Bacon, I have two words for you: Fuck you.

A popular breakfast food, a favorite burger topping, a heart attack in the shape of a strip, you, bacon, disgust me.

I can’t stand the feel, I can’t stand the taste, I can’t stand the smell; I can’t even stand the word “bacon.”

I don’t know what it is, I just can’t stand you. I’ve eaten you a time or two before, and I wasn’t satisfied either time.

Coated in grease, fat and salt, how can anyone like you? Oh yeah, because you’re coated in grease, fat and salt. You’re loved because you’re unhealthy, and who the fuck likes to eat healthy?

Bacon, fuck you. You want to know why? There are too many kinds to you: Thin cut, thick cut, regular cut (whatever the fuck that means), brown sugar spice, Applewood, jalapeño, maple, the list goes on and on and on! I mean, you have names I’ve never even heard of! Bacon, why must you be so complicated?

Walk into Walmart and you see rows and rows of different kinds of bacon. Do customers really need to get a headache from picking out bacon? Didn’t there used to be a simpler time to where you just had one kind of bacon to choose from?

Walmart sure knows how to keep bacon in stock.

People take bacon way too seriously. If it’s not the kind they like, they throw a bitch fit. If it’s not cooked the way they like, they throw a bitch fit. I get it; some like it “smooth” and some like it burnt and crispy, but just be a civilized human and eat it like you would anyway. You, bacon, have the power to make people happy just by existing. Shouldn’t your presence be enough to please people? I mean, you even have your own emoji, for Christ’s sake!

I watch people devour you and I just want to puke.
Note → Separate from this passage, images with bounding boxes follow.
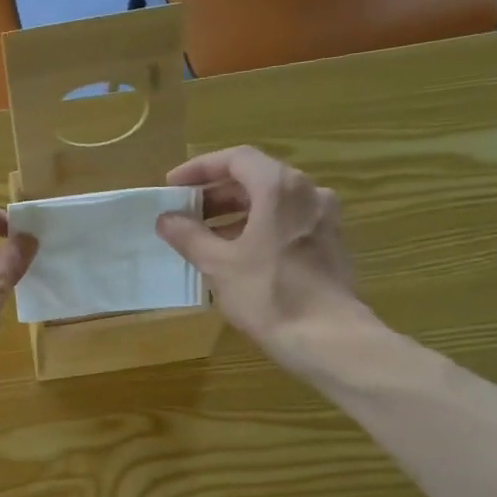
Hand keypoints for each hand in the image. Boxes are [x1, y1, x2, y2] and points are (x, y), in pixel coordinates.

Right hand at [154, 147, 368, 349]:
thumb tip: (166, 219)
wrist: (326, 337)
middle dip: (217, 193)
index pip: (236, 159)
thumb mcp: (218, 265)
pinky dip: (259, 227)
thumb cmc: (268, 294)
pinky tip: (238, 254)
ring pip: (273, 202)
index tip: (173, 186)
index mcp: (279, 187)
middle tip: (185, 212)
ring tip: (206, 236)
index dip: (200, 169)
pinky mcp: (330, 243)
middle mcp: (308, 192)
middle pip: (256, 178)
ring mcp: (324, 218)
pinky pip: (288, 222)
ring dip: (237, 212)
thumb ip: (189, 236)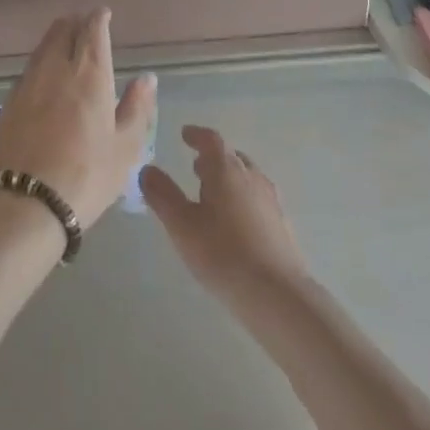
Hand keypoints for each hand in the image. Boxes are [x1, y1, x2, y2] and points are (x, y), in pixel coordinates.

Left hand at [0, 9, 156, 229]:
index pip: (93, 30)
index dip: (98, 18)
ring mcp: (27, 83)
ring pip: (42, 47)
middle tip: (85, 26)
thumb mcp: (125, 147)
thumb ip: (137, 108)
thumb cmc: (86, 176)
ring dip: (56, 39)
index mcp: (89, 74)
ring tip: (66, 46)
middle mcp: (56, 68)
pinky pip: (29, 70)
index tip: (103, 14)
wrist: (25, 203)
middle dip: (75, 22)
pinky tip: (46, 79)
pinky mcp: (9, 102)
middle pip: (62, 30)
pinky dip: (41, 63)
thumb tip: (146, 77)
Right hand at [140, 126, 307, 300]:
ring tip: (213, 194)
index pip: (211, 140)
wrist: (277, 294)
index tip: (184, 135)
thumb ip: (162, 194)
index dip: (196, 135)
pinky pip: (258, 198)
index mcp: (226, 169)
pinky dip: (243, 198)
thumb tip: (147, 169)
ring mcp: (270, 199)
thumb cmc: (222, 253)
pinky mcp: (282, 223)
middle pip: (231, 156)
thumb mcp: (181, 225)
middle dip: (212, 158)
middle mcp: (251, 176)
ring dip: (229, 178)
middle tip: (195, 167)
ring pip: (247, 177)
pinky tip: (236, 222)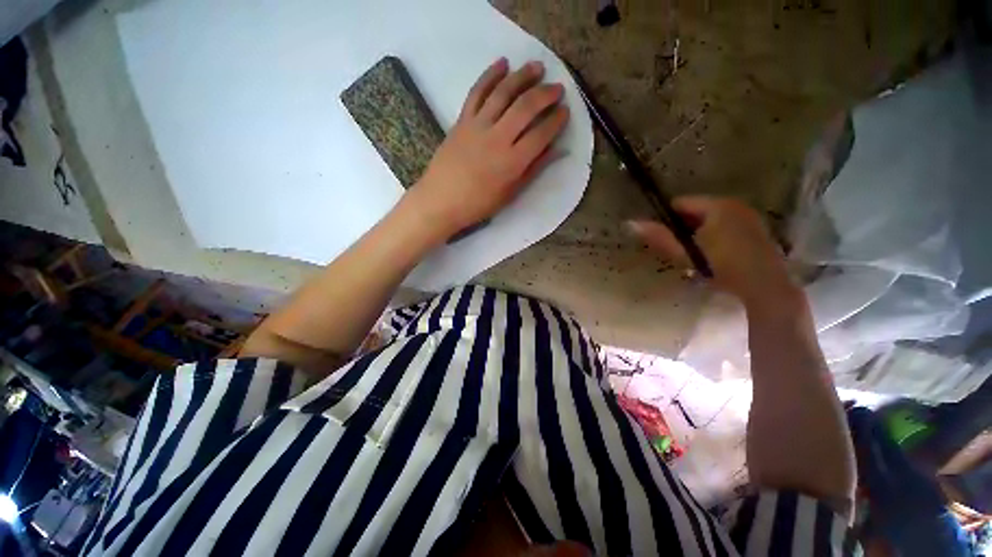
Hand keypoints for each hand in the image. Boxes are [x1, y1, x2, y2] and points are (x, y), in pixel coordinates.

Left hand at [403, 57, 569, 240]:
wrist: (441, 200)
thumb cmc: (478, 203)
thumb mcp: (510, 193)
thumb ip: (534, 169)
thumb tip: (557, 151)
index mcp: (512, 162)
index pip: (541, 134)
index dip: (556, 121)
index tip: (565, 111)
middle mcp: (498, 138)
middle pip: (526, 107)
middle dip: (545, 94)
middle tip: (557, 88)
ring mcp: (478, 126)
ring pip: (503, 93)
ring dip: (522, 76)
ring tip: (537, 67)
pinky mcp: (462, 120)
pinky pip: (477, 92)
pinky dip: (490, 75)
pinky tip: (502, 63)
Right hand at [628, 196, 797, 307]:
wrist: (765, 286)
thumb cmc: (721, 266)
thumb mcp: (686, 253)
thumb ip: (660, 237)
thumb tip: (631, 223)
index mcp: (717, 205)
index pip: (681, 202)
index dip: (666, 217)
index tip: (661, 235)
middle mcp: (734, 204)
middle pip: (697, 209)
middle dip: (683, 226)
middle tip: (676, 247)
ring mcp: (747, 215)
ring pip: (711, 218)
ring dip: (698, 231)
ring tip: (693, 252)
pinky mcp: (755, 228)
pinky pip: (725, 224)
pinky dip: (714, 234)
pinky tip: (713, 253)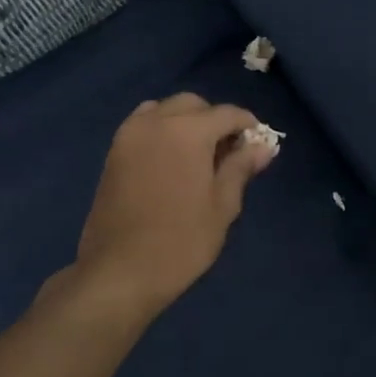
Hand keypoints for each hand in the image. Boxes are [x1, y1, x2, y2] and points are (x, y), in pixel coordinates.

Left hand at [70, 93, 275, 325]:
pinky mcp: (114, 151)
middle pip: (193, 105)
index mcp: (188, 131)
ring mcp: (130, 135)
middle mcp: (156, 122)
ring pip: (165, 109)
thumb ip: (240, 168)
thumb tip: (262, 146)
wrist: (119, 272)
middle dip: (215, 120)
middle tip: (229, 152)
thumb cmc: (181, 242)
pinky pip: (143, 124)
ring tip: (198, 155)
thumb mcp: (222, 206)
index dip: (247, 125)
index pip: (226, 113)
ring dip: (186, 121)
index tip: (258, 144)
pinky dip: (162, 129)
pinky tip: (171, 160)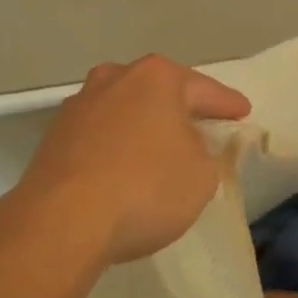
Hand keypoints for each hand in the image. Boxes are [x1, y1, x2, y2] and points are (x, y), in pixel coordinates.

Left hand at [14, 55, 251, 265]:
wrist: (62, 220)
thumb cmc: (145, 189)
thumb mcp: (202, 175)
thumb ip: (207, 152)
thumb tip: (190, 145)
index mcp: (156, 78)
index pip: (204, 89)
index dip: (227, 104)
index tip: (243, 112)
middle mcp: (114, 78)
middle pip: (158, 91)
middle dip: (180, 109)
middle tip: (202, 127)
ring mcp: (79, 104)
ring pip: (124, 110)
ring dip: (143, 126)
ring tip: (160, 149)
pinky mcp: (55, 135)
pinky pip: (100, 134)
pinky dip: (116, 146)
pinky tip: (123, 168)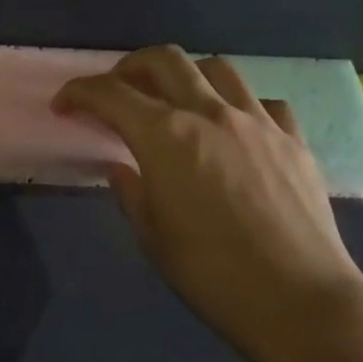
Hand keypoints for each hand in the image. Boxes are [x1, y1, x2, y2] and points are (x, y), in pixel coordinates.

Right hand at [54, 46, 362, 361]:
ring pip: (217, 69)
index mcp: (164, 136)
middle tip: (118, 89)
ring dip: (187, 75)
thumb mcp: (152, 237)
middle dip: (130, 66)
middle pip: (164, 60)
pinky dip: (240, 106)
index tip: (64, 105)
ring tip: (178, 101)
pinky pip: (263, 103)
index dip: (79, 92)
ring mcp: (257, 121)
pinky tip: (237, 129)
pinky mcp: (294, 140)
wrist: (298, 301)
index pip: (110, 94)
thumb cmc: (211, 274)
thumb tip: (122, 168)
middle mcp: (209, 113)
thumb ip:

They add bacon on top of bacon while I dig and pick through food to get rid of you.

You’ll rue the day, bacon.

In order to make this article somewhat decent, I had to eat your disgusting ass, for I needed more inspiration aside from my internal hatred of you.

It’s sad when I have to find a meal that includes you just to get this done, and luckily, the Farmer’s Table is low-key so there’s absolutely no reason to fuck you up for no goddamn reason.
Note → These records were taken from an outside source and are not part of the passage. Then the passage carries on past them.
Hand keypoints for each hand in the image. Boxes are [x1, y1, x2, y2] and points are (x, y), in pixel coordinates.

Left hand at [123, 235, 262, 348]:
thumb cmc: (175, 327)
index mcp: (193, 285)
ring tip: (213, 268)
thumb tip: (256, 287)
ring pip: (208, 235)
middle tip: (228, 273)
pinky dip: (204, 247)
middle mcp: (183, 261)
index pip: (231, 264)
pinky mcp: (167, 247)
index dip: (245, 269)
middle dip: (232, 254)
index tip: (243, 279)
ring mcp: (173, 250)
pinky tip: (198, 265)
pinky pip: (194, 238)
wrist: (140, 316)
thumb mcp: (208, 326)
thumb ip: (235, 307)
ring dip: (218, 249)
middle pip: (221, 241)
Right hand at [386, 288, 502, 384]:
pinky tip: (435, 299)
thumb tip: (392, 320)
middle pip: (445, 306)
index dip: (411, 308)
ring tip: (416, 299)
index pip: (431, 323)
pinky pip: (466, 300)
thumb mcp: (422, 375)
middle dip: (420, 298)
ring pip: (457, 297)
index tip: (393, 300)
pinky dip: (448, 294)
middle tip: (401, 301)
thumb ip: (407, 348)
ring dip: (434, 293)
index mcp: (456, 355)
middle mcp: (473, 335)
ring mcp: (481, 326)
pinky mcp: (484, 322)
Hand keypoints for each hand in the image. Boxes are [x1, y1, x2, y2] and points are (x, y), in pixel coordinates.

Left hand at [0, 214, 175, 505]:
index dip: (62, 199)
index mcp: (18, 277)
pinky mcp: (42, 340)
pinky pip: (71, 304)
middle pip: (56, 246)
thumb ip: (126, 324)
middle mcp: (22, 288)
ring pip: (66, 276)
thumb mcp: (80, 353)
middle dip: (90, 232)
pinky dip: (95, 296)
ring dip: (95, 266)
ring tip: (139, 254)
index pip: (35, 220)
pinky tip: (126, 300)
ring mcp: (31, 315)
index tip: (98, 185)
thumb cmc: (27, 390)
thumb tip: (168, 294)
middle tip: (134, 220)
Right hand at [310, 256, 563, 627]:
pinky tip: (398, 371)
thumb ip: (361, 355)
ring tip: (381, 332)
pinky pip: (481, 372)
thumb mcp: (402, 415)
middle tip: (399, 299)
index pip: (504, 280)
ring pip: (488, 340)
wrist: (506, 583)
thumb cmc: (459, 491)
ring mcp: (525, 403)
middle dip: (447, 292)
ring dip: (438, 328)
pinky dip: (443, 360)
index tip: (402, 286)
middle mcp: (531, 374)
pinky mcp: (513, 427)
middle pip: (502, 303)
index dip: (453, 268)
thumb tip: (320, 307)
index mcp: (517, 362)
How’s the food you ask? Well, I decided on an English muffin with a scrambled egg, hash browns, gravy and oh, I almost forgot, bacon. Just two simple strips of bacon. Nothing more, nothing less and definitely not anything fancy. And I must say, it was pretty delicious. The meal, that is.

Now, as for the bacon, unfortunately, there was some slight disappointment in it. For being a low-key place, they sure know how to make you taste dry and crispy, and not in a good way. You would think they would try and make you look appealing. There was no flavor to you; I had to dip you in the warm, creamy gravy to make me think you were desirable.
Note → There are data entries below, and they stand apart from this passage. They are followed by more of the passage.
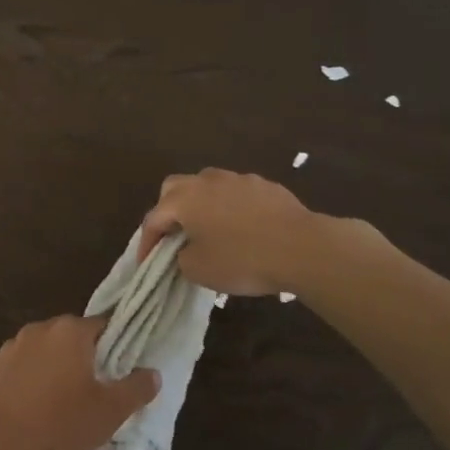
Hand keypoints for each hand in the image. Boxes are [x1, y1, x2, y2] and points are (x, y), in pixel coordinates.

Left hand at [0, 316, 159, 449]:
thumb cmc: (61, 423)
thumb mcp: (110, 412)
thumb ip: (137, 389)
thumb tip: (153, 373)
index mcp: (71, 330)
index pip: (106, 325)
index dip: (119, 346)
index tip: (125, 369)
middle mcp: (42, 327)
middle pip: (76, 336)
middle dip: (90, 358)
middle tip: (101, 389)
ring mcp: (16, 344)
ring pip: (50, 350)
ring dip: (62, 367)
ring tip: (71, 400)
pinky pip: (28, 364)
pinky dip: (39, 377)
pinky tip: (42, 404)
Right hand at [138, 168, 334, 296]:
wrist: (303, 248)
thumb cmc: (242, 259)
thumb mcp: (199, 270)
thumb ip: (181, 258)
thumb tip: (186, 251)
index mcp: (184, 199)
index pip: (154, 219)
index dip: (147, 243)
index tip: (147, 264)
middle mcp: (206, 181)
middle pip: (175, 188)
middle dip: (168, 211)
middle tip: (174, 236)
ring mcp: (238, 179)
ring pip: (207, 186)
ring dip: (201, 205)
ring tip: (209, 231)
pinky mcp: (265, 185)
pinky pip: (237, 193)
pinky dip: (230, 208)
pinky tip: (243, 229)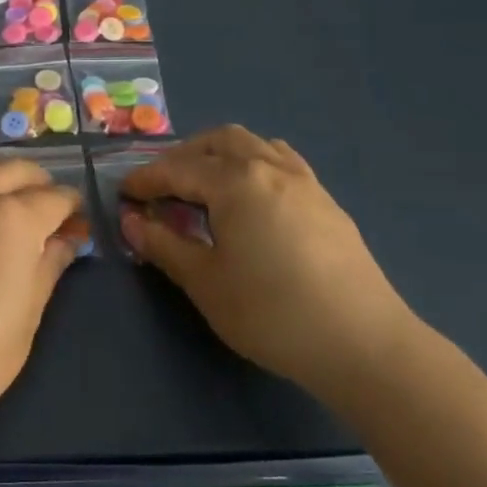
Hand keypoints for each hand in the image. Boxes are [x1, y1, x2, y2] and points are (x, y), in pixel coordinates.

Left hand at [0, 158, 82, 436]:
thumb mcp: (27, 315)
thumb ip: (48, 267)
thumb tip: (65, 241)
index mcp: (14, 218)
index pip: (55, 198)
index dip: (72, 208)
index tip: (78, 221)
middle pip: (16, 170)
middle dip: (40, 183)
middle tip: (48, 208)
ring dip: (1, 177)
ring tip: (8, 203)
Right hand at [120, 125, 417, 401]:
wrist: (363, 344)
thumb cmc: (272, 313)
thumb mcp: (206, 283)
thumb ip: (165, 246)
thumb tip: (131, 222)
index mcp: (235, 182)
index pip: (178, 170)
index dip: (146, 180)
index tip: (124, 193)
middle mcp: (269, 167)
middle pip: (218, 142)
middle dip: (183, 156)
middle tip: (162, 186)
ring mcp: (303, 181)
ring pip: (253, 144)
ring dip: (220, 154)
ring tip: (204, 183)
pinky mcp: (326, 201)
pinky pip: (281, 161)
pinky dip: (253, 163)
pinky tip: (252, 195)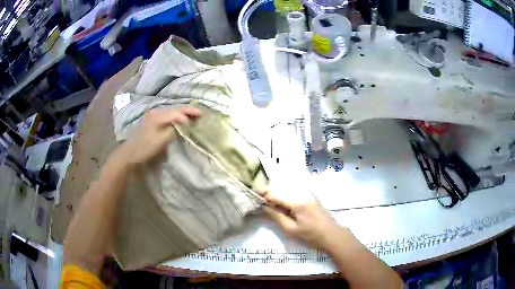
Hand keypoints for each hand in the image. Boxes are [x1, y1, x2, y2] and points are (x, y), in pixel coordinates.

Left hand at [117, 106, 200, 165]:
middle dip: (188, 111)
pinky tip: (180, 121)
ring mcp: (153, 116)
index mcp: (159, 115)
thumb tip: (187, 123)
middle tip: (201, 114)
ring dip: (183, 114)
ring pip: (172, 112)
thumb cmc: (145, 148)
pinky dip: (176, 118)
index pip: (179, 112)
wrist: (129, 154)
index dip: (190, 114)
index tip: (201, 119)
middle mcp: (156, 112)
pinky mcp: (152, 122)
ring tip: (193, 117)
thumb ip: (175, 130)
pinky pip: (167, 116)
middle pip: (176, 109)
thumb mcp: (162, 140)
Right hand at [259, 190, 348, 251]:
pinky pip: (294, 194)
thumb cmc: (312, 235)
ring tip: (269, 206)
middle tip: (260, 203)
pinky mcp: (311, 197)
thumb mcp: (291, 229)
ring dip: (277, 197)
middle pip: (281, 190)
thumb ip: (276, 216)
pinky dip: (286, 199)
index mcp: (297, 201)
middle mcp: (302, 193)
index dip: (264, 194)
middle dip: (269, 195)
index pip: (276, 194)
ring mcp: (308, 194)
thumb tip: (264, 206)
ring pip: (287, 191)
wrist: (333, 235)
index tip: (254, 197)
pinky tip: (282, 207)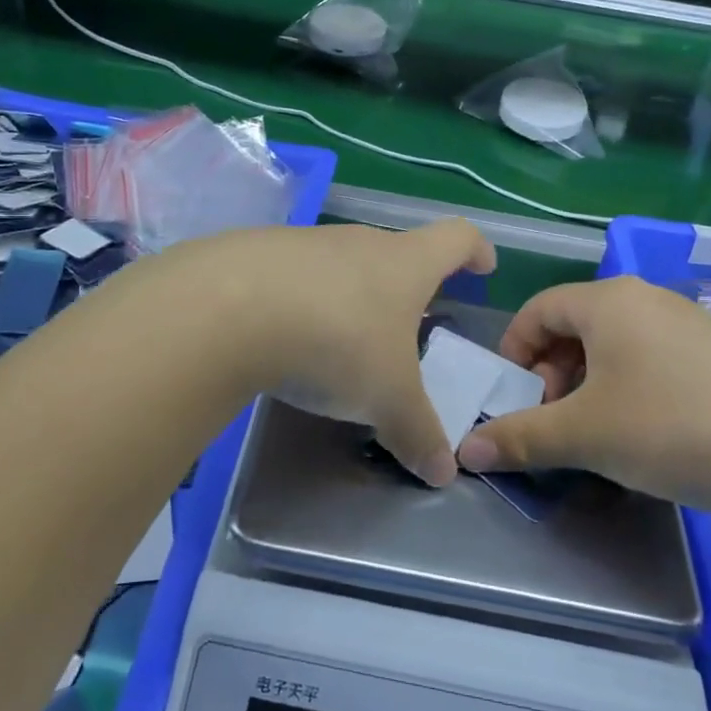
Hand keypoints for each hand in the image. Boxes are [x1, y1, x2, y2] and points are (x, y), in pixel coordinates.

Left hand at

English muffin breakfast meal at the Farmer’s Table.

Okay, okay, it wasn’t that bad; the bacon, I mean. I obviously didn’t die from eating you. If I did, the lovely people at home wouldn’t be sitting there reading this and start to wonder whether or not I’m human.

Bacon, I do apologize for being so harsh, but I just thought I’d let you know how I truly feel about you. Honesty is the best thing, right? But come on, people act like you’re the bees knees, like you’re the best thing since sliced bread (sorry, but Betty White has that title), like you’re the best relationship anyone has ever had. Enough already!

But the lovely meal I had doesn’t change how I feel about you. You’re still disgusting to me, and will always be coated in grease, fat and salt.